I have this query which selects the users for a given branch.
SELECT u.first, u.last, u.id,
(SELECT u1.user_type
FROM users_branches AS u1
WHERE u.id = u1.user_id AND u1.branch_id = @foo
LIMIT 1)
FROM users AS u
WHERE EXISTS
(SELECT 1
FROM users_branches AS u0
WHERE u.id = u0.user_id AND u0.branch_id = @foo)
And here is the EF Core LINQ query which produces this SQL.
int branchId = 123;
var users = await Users
.Where(x => x.UsersBranches.Any(ub => ub.BranchId == branchId))
.Select(user => new
{
UserId = user.Id,
FirstName = user.First,
LastName = user.Last,
UserType = user.UsersBranches.FirstOrDefault(x => x.BranchId == branchId).UserType
}).ToListAsync();
I don't like the WHERE
clause needing to be duplicated just to say "get me only the users which have a users_branches record for this branch, and also return some of the data from that record". Is there a more efficient way to do this? I can imagine a solution that uses GROUP BY, but I'm not certain that would actually be any better.

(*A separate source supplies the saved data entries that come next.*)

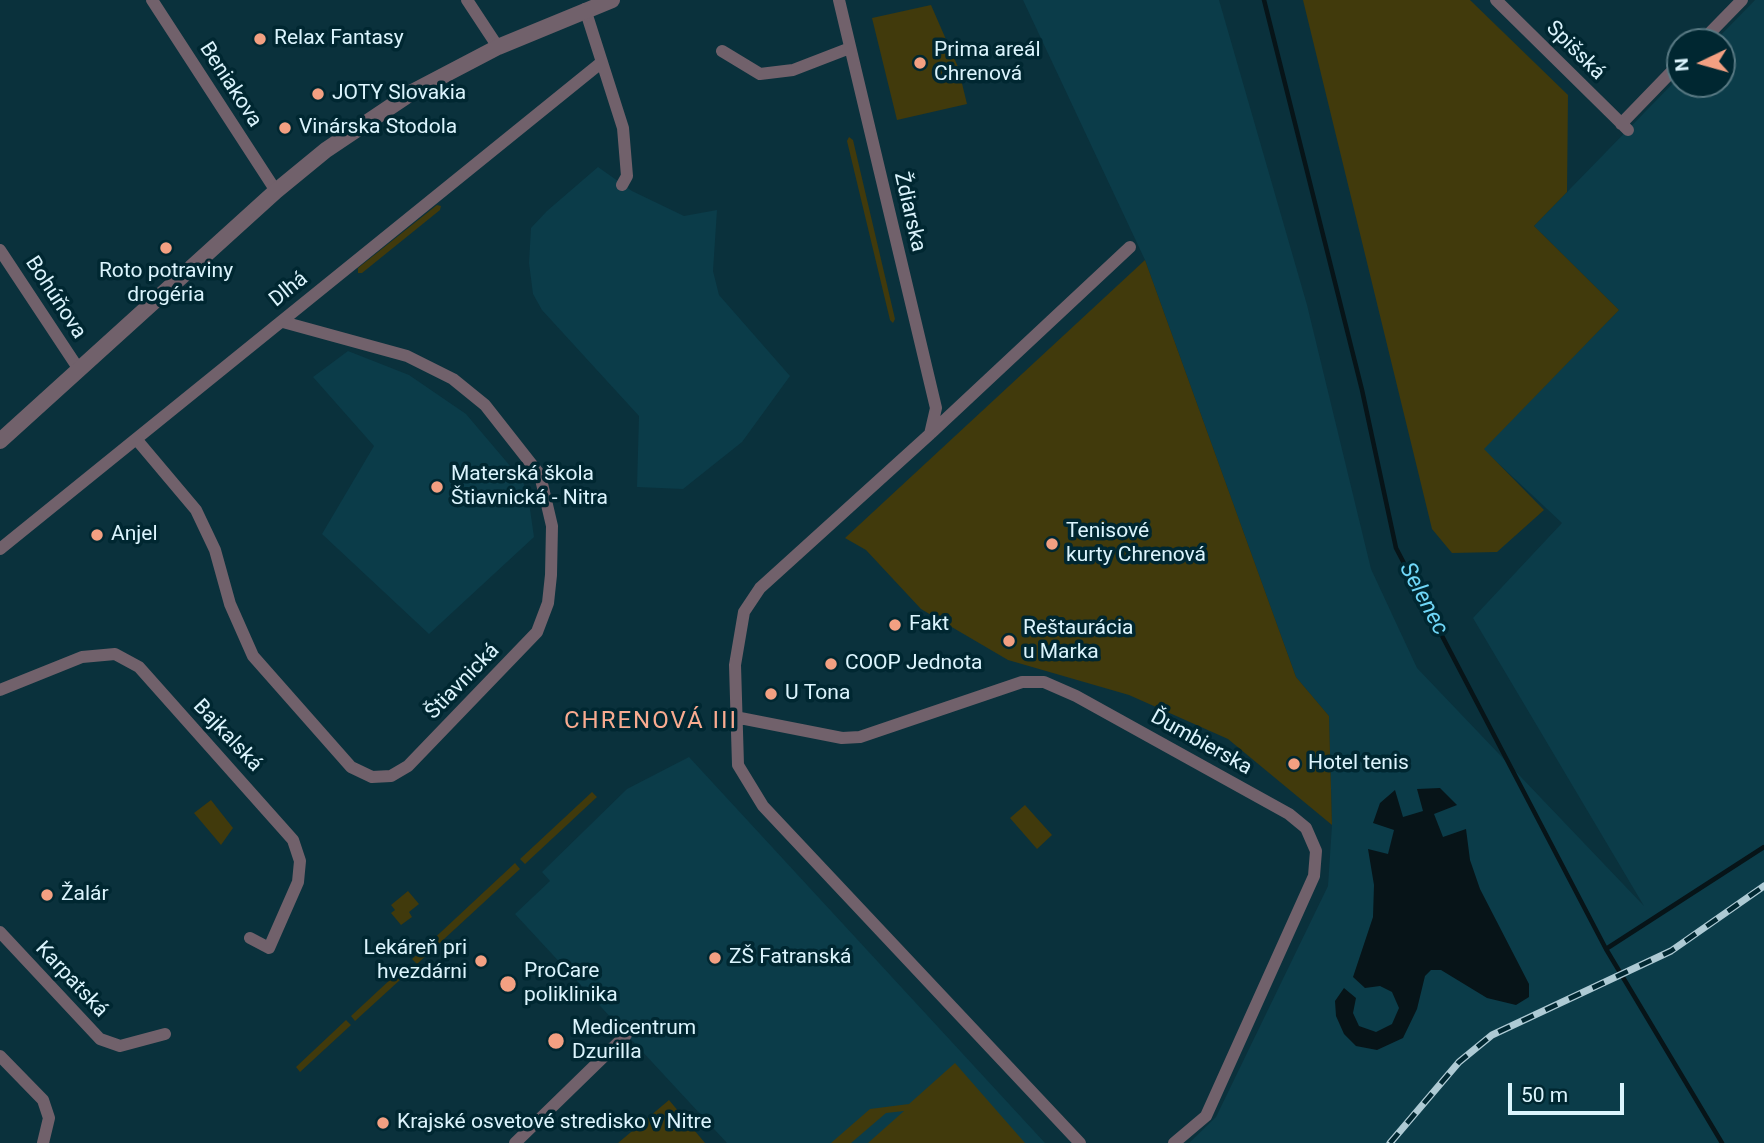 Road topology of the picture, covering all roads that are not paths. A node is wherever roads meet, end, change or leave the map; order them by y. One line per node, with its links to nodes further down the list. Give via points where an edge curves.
1 (152, 0): 15 (street, Beniakova)
2 (467, 0): 9 (street)
3 (612, 0): 7 (street)
4 (839, 0): 10 (street, Ždiarska)
5 (1496, 0): 13 (street, Spišská, via 1625,127)
6 (1741, 0): 8 (street)
7 (585, 9): 9 (street); 12 (street)
8 (1714, 28)
9 (498, 47): 15 (street, via 414,91 326,150)
10 (850, 48): 11 (street, via 793,70 760,74); 20 (street, Ždiarska, via 936,408)
11 (722, 51)
12 (602, 62): 14 (street, via 623,128 626,176); 18 (street, Dlhá)
13 (1666, 80)
14 (622, 185)
15 (276, 191): 19 (street)
16 (1130, 247): 20 (street)
17 (0, 250): 19 (street, Bohúňova)
18 (283, 321): 21 (street, Dlhá); 21 (street, Štiavnická, via 407,356 453,379 485,405 540,475 552,526 548,603 537,632 408,766 391,776 372,777 351,767 253,656 196,510)
19 (78, 368): 22 (street)
20 (930, 434): 25 (street, via 760,588 744,612 735,665)
21 (137, 440): 23 (street, Dlhá)
22 (0, 441)
23 (0, 549)
24 (0, 690): 27 (street, Bajkalská, via 82,657 115,654 139,667 293,840 300,861 298,882 269,948)
25 (734, 717): 33 (street, via 738,765 762,806); 34 (street, Ďumbierska, via 842,738 860,737 1022,682 1044,682 1289,814 1306,828 1316,851 1314,876 1206,1116)
26 (0, 932): 28 (street, Karpatská, via 100,1039 120,1046)
27 (250, 938)
28 (164, 1034)
29 (626, 1035): 32 (street)
30 (0, 1055): 31 (street, via 43,1100 49,1118)
31 (43, 1143)
32 (515, 1143)
33 (1080, 1143)
34 (1174, 1143)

CodePudding user response:
one way you can do this by using joins
SELECT u.id AS UserId, u.first AS FirstName, u.last AS LastName
FROM users u
INNER JOIN users_branches ub ON u.id = ub.user_id
WHERE ub.branch_id = 123
another way you can do this by using subquery
SELECT u.id AS UserId, u.first AS FirstName, u.last AS LastName
FROM users u
WHERE u.id IN (
SELECT user_id
FROM users_branches
WHERE branch_id = 123
)
if you see main difference is that the join version queries both tables in one statement, while the subquery version filters UsersBranches first in a subquery before querying Users.
Note:The join is generally more efficient since it allows the database to access both tables at once and optimize the query plan. The subquery can result in slower performance since it splits the query into two parts.
-- hope this helps.
CodePudding user response:
I find this version easier to read:
SELECT users.first, users.last, users.id, MIN(users_branches.user_type)
FROM users
INNER JOIN users_branches ON
users.id = users_branches.user_id
AND users_branches.branch_id = @foo
GROUP BY users.id
as to whether it delivers better performance, that will depend on a number of factors, like indices etc. I recommend running some tests and examining the output of EXPLAIN SELECT ....
for the different queries you try
CodePudding user response:
Maybe can you try something like this
SELECT u.first, u.last, u.id, u0.user_type
FROM users u
JOIN users_branches u0 ON u.id = u0.user_id AND u0.branch_id = @foo
WHERE NOT EXISTS (
SELECT 1
FROM users_branches u1
WHERE u1.user_id = u0.user_id
AND u1.branch_id = u0.branch_id
AND u1.id < u0.id
)